Stored records:
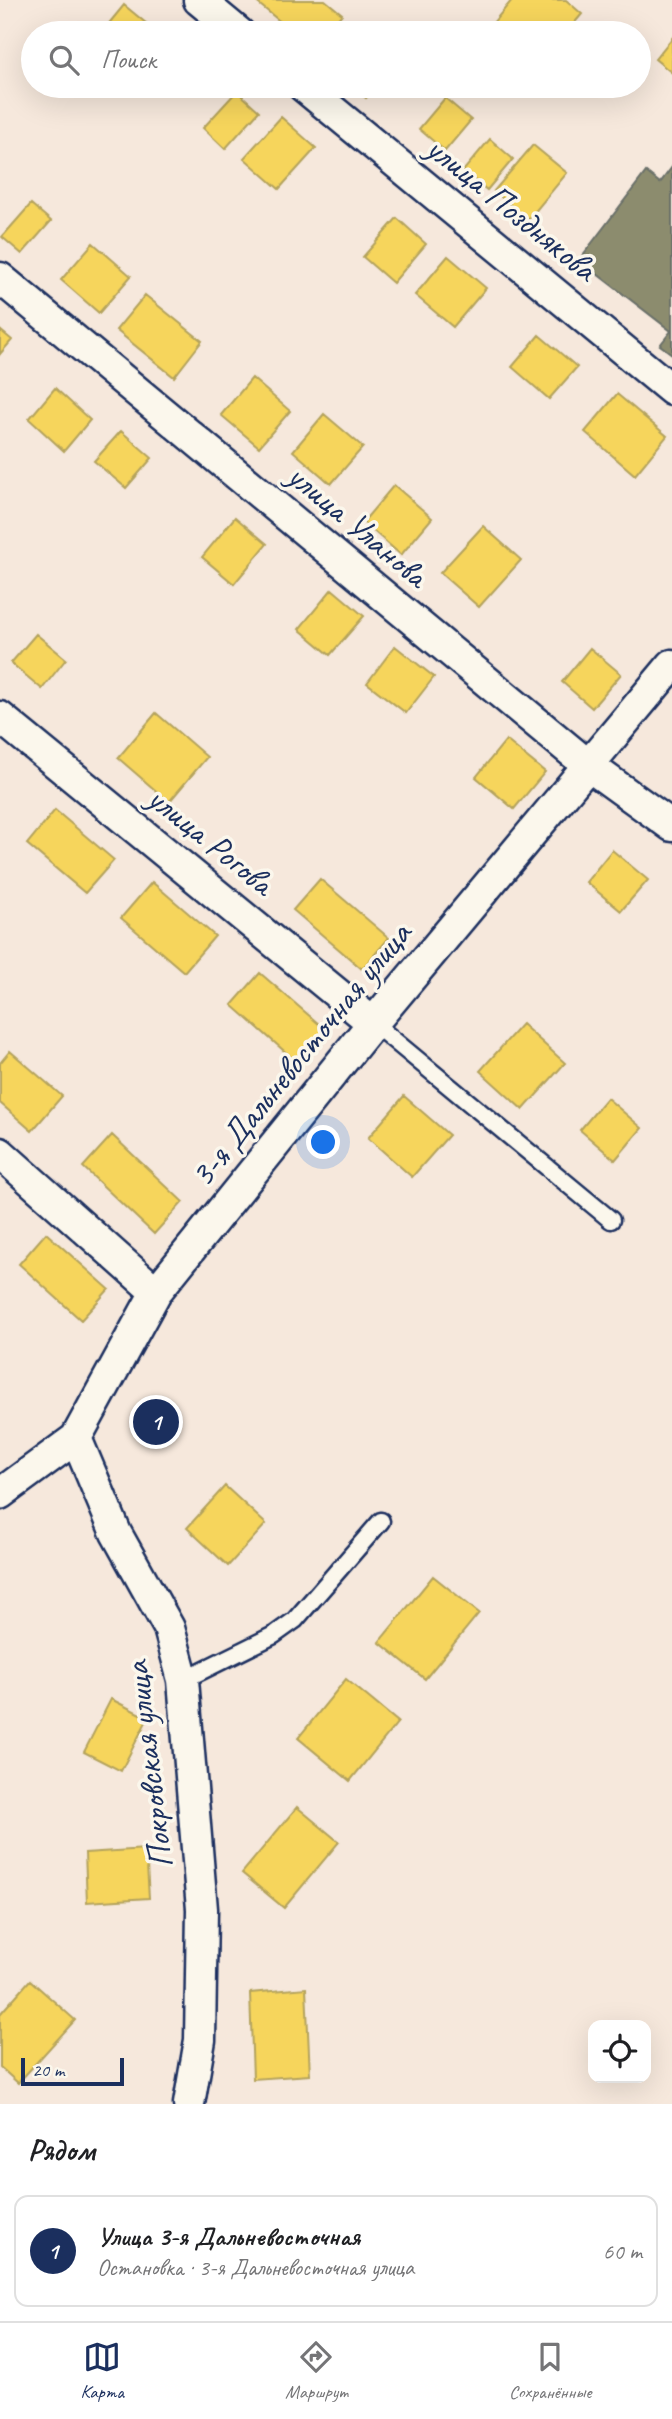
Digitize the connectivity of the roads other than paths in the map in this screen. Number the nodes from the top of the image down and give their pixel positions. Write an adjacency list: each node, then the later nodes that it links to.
1 (199, 0): 2 (street)
2 (224, 21)
3 (318, 98): 5 (street, улица Позднякова)
4 (0, 278): 8 (street, улица Уланова)
5 (672, 390)
6 (672, 665): 8 (street, 3-я Дальневосточная улица)
7 (0, 717): 10 (street, улица Рогова)
8 (589, 766): 9 (street, улица Уланова); 10 (street, 3-я Дальневосточная улица)
9 (672, 826)
10 (373, 1023): 12 (lane); 13 (street, 3-я Дальневосточная улица)
11 (0, 1153): 13 (street)
12 (611, 1220)
13 (156, 1292): 14 (street, 3-я Дальневосточная улица)
14 (76, 1438): 15 (street, 3-я Дальневосточная улица); 17 (street, Покровская улица)
15 (0, 1494)
16 (381, 1521): 17 (lane)
17 (183, 1680): 18 (street, Покровская улица)
18 (189, 2104)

→ **What is needed**: If an entry holds a picture, leave the picture out and repeat the rest exactly.

→ **Output of the exercise**:
Digitize the connectivity of the roads other than paths in the map in this screen. Number the nodes from the top of the image down and give their pixel positions. Write an adjacency list: each node, then the later nodes that it links to.
1 (199, 0): 2 (street)
2 (224, 21)
3 (318, 98): 5 (street, улица Позднякова)
4 (0, 278): 8 (street, улица Уланова)
5 (672, 390)
6 (672, 665): 8 (street, 3-я Дальневосточная улица)
7 (0, 717): 10 (street, улица Рогова)
8 (589, 766): 9 (street, улица Уланова); 10 (street, 3-я Дальневосточная улица)
9 (672, 826)
10 (373, 1023): 12 (lane); 13 (street, 3-я Дальневосточная улица)
11 (0, 1153): 13 (street)
12 (611, 1220)
13 (156, 1292): 14 (street, 3-я Дальневосточная улица)
14 (76, 1438): 15 (street, 3-я Дальневосточная улица); 17 (street, Покровская улица)
15 (0, 1494)
16 (381, 1521): 17 (lane)
17 (183, 1680): 18 (street, Покровская улица)
18 (189, 2104)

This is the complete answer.